Football is also a very popular sport in the city. The city was represented by the Limon Gymnastics Society (In Spanish: Sociedad Gimnástica Limonense) at the first season of the Costa Rican Primera División, also taking part in the first match ever played. The team was eventually succeeded by further iterations, such as A.D. Limonense (also known as ASODELI), Limón FC, and the present-day Limón Black Star, all of whom have largely played at the Estadio Juan Gobán, in downtown Limón.

Limón is also the birthplace of Juan Cayasso, a historical figure for the Costa Rica national football team.

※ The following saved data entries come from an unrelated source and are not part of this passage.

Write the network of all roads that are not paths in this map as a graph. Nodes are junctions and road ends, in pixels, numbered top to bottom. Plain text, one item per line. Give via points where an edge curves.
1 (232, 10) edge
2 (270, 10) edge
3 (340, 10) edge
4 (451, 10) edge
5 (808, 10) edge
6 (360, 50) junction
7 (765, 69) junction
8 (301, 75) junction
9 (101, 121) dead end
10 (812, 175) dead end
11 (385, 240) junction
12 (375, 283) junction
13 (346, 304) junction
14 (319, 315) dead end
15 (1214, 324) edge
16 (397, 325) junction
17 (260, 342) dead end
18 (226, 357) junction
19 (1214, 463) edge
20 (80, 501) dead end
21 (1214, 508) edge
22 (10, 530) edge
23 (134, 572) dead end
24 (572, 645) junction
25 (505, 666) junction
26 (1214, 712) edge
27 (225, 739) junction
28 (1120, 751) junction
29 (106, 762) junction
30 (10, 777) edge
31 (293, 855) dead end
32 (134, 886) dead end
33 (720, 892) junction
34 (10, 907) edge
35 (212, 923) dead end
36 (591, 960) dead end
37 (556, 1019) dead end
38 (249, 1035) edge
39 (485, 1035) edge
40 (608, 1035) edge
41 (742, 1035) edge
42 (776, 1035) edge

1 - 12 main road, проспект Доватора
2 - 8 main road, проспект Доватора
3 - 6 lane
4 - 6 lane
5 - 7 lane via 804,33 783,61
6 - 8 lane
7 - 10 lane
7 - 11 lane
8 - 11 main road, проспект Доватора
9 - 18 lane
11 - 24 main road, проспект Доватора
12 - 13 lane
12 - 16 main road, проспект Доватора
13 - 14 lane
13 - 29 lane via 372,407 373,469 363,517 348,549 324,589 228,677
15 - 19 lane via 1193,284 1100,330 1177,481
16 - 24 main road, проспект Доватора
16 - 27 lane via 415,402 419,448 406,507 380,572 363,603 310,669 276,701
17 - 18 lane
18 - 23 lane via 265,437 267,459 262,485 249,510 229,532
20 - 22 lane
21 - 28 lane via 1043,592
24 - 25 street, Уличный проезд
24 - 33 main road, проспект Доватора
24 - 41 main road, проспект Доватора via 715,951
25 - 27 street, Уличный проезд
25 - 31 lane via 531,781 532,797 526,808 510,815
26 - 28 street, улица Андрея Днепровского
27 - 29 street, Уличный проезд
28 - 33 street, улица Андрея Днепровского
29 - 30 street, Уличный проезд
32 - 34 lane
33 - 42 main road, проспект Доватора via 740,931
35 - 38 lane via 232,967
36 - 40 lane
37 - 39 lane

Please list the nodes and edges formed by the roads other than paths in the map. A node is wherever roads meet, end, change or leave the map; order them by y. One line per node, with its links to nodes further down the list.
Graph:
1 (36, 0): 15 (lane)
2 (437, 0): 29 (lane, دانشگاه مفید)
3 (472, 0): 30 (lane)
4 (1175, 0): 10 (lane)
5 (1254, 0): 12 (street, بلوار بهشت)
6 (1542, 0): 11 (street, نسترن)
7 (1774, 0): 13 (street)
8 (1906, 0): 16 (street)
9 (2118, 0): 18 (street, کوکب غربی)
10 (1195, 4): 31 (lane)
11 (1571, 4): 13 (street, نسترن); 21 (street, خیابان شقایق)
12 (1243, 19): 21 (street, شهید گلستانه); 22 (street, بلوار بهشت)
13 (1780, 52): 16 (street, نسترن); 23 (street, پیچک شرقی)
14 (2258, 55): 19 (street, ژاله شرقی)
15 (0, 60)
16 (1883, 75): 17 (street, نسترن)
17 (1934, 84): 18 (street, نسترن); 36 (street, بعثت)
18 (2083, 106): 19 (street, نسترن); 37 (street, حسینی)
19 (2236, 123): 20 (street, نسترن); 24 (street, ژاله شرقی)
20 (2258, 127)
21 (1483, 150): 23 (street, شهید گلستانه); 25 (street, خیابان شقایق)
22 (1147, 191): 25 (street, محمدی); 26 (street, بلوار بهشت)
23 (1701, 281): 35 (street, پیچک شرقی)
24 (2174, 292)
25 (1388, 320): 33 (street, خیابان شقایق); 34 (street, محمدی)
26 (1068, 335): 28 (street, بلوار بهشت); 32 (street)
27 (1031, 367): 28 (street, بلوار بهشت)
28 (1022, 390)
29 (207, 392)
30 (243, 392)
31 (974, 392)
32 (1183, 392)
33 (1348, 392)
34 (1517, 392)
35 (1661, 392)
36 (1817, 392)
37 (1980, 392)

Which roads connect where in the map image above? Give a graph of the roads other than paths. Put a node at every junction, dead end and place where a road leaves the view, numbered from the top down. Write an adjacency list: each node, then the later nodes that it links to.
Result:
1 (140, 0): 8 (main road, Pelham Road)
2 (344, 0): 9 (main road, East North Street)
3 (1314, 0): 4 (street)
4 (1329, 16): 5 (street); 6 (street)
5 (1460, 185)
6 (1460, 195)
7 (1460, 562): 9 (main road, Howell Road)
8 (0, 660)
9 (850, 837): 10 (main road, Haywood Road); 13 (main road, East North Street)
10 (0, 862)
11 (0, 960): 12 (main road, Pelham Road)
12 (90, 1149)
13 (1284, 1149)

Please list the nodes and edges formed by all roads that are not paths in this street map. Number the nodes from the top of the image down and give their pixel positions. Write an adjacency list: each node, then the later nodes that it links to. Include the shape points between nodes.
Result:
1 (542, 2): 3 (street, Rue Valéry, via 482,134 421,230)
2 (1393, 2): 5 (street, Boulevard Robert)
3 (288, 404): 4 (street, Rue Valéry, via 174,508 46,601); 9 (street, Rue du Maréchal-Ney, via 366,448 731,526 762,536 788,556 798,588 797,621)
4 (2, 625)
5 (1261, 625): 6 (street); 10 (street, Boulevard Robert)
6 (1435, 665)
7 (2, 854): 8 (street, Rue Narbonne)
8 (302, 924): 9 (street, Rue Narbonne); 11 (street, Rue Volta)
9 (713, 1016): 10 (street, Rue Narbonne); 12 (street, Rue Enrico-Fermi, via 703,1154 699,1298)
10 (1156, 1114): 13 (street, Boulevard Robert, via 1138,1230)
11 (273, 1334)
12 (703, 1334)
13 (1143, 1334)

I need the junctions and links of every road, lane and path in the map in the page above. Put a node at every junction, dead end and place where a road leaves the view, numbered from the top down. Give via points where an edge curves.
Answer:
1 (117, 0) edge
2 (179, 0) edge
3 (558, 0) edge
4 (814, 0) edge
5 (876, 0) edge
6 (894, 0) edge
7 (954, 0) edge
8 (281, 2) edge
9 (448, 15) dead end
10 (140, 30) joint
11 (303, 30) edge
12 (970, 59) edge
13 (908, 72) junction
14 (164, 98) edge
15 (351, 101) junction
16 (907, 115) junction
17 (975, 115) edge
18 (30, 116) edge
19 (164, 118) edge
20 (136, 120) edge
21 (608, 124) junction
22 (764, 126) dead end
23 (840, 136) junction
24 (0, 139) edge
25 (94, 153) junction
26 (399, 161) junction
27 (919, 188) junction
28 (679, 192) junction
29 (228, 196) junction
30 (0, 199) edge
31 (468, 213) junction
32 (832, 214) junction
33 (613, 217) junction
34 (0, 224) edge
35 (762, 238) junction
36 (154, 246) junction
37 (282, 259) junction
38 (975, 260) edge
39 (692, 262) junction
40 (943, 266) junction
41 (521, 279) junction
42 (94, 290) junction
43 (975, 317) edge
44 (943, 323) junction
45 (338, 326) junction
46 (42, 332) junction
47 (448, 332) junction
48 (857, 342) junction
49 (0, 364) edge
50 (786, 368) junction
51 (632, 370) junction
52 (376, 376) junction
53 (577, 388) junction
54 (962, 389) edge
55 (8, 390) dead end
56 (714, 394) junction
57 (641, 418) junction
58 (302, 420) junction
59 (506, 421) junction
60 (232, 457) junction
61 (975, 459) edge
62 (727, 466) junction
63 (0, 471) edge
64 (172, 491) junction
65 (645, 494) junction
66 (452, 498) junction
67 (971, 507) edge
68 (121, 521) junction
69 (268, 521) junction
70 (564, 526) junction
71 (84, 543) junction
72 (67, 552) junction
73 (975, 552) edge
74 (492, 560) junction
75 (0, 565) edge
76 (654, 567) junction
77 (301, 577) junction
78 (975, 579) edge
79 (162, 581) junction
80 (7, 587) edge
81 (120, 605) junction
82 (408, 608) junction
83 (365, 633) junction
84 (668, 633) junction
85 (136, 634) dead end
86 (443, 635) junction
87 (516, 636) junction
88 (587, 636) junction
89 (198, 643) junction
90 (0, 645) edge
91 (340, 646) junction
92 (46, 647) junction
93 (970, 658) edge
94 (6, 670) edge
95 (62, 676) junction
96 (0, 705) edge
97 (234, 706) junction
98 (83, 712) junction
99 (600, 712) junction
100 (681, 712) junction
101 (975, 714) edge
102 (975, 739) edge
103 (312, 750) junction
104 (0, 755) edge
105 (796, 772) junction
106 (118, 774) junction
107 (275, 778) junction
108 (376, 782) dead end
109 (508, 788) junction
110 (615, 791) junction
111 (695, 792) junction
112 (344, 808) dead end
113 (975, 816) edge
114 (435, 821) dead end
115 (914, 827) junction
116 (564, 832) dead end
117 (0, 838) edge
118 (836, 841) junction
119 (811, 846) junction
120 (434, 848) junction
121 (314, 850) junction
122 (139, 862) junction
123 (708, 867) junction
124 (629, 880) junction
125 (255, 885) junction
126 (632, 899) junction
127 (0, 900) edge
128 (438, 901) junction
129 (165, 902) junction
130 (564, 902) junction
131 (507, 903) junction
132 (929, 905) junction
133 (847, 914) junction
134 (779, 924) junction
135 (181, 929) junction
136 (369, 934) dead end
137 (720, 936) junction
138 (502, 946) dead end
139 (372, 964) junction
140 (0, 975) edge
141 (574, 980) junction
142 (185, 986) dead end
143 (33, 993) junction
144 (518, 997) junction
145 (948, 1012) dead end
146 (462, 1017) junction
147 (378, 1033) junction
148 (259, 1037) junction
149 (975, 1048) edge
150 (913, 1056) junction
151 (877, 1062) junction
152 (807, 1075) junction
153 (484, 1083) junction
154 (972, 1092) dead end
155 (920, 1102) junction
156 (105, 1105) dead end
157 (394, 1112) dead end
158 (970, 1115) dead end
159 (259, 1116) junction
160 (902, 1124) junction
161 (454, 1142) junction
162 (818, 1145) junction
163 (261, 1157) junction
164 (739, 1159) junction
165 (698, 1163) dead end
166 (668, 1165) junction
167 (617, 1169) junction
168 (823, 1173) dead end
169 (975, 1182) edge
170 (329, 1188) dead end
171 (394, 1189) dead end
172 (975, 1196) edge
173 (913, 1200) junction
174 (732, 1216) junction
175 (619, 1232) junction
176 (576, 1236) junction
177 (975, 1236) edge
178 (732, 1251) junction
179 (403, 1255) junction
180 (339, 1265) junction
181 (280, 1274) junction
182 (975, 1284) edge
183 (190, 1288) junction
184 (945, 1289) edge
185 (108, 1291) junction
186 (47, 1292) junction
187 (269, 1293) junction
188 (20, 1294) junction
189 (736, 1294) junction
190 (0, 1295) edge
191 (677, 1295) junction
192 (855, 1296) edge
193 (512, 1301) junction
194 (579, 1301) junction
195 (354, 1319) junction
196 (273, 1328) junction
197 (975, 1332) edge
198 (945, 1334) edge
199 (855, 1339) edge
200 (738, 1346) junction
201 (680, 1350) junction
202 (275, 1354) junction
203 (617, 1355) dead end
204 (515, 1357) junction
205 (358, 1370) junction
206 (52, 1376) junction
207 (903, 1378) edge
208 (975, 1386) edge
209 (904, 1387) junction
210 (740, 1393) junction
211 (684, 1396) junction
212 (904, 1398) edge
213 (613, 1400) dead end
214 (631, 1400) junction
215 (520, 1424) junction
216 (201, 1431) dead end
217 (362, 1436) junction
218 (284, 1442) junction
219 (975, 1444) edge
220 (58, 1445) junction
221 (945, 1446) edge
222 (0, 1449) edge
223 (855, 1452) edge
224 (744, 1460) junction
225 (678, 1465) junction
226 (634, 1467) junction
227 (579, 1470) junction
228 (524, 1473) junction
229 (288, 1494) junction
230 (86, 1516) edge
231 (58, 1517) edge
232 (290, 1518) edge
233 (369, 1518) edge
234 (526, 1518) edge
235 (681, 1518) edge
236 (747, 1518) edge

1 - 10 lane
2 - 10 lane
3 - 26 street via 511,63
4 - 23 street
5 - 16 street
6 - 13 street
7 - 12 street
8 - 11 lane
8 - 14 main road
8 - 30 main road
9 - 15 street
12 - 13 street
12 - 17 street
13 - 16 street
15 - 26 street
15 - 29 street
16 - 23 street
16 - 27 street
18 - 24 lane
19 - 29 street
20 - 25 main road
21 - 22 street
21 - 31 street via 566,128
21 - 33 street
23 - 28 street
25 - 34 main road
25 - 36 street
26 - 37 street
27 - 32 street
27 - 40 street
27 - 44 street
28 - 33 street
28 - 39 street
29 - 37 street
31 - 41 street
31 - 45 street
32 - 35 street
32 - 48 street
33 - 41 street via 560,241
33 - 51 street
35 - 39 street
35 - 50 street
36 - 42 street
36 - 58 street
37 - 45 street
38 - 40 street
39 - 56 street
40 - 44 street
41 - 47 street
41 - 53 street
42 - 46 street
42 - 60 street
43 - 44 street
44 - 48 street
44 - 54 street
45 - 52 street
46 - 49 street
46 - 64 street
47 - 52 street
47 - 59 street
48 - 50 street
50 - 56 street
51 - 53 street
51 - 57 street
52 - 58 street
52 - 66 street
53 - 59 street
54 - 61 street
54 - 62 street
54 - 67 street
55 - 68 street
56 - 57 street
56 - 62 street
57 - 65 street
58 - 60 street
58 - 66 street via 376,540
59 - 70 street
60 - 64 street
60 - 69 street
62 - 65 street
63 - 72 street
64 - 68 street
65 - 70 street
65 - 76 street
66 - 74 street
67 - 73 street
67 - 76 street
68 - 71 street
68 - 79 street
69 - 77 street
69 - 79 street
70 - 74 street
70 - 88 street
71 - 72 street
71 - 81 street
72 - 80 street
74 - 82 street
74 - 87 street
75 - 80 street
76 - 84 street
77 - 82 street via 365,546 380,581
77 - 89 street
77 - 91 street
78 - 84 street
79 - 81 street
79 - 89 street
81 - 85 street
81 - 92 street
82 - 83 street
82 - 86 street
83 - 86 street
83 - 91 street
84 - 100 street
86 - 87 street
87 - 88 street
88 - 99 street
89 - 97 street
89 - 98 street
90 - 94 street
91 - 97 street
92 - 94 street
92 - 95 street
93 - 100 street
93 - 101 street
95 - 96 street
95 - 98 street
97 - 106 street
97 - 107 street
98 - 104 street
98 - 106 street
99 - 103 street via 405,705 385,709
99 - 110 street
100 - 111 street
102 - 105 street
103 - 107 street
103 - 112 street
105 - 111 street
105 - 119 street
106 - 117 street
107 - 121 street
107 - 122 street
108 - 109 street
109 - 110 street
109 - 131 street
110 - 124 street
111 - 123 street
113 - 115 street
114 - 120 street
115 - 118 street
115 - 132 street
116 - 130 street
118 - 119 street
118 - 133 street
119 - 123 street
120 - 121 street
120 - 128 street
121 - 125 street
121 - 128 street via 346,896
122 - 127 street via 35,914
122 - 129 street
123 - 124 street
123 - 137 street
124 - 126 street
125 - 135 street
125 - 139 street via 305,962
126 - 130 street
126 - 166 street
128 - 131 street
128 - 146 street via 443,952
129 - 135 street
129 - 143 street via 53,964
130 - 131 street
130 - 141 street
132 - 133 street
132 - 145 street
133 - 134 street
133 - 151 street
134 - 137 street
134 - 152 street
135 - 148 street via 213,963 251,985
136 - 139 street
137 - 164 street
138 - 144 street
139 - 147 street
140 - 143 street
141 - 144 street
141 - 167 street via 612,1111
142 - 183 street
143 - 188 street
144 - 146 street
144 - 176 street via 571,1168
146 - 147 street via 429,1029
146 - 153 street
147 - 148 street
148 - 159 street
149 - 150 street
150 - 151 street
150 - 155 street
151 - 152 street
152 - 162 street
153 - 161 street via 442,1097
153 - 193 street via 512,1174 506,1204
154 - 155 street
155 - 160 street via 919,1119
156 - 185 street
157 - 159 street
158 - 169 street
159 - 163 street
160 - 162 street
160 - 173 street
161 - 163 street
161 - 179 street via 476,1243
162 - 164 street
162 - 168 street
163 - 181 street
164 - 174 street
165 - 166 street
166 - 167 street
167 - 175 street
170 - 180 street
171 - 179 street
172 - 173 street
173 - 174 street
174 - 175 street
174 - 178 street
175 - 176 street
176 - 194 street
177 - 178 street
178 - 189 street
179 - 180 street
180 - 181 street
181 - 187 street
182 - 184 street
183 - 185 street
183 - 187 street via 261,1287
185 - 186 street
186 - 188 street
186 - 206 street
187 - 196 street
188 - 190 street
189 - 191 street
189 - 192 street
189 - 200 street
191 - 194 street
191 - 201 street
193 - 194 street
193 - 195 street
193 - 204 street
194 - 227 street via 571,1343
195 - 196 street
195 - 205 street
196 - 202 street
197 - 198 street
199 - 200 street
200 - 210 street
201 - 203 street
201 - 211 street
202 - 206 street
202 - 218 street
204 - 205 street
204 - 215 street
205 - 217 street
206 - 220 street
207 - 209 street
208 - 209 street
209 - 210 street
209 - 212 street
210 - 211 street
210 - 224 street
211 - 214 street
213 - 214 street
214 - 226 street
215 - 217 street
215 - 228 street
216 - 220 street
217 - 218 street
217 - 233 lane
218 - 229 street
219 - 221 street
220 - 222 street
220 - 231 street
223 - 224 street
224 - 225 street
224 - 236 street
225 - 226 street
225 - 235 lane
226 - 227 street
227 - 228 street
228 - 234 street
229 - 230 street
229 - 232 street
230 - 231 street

On 11 June 1990, the team made its debut at a FIFA World Cup by defeating Scotland at the 1990 FIFA World Cup. Cayasso scored the lone goal, becoming the first Costa Rican to score a goal at a FIFA World Cup, which in turn gave the team its first-ever victory at the tournament. Besides Cayasso, three other Limón natives have also scored for Costa Rica at the FIFA World Cup: Winston Parks in 2002, and Keysher Fuller and Yeltsin Tejeda in 2022.

==International relations==
===Honorary consulates===
Jamaica has an honorary consulate in Limón. In the past, Italy also had an honorary consulate in the city.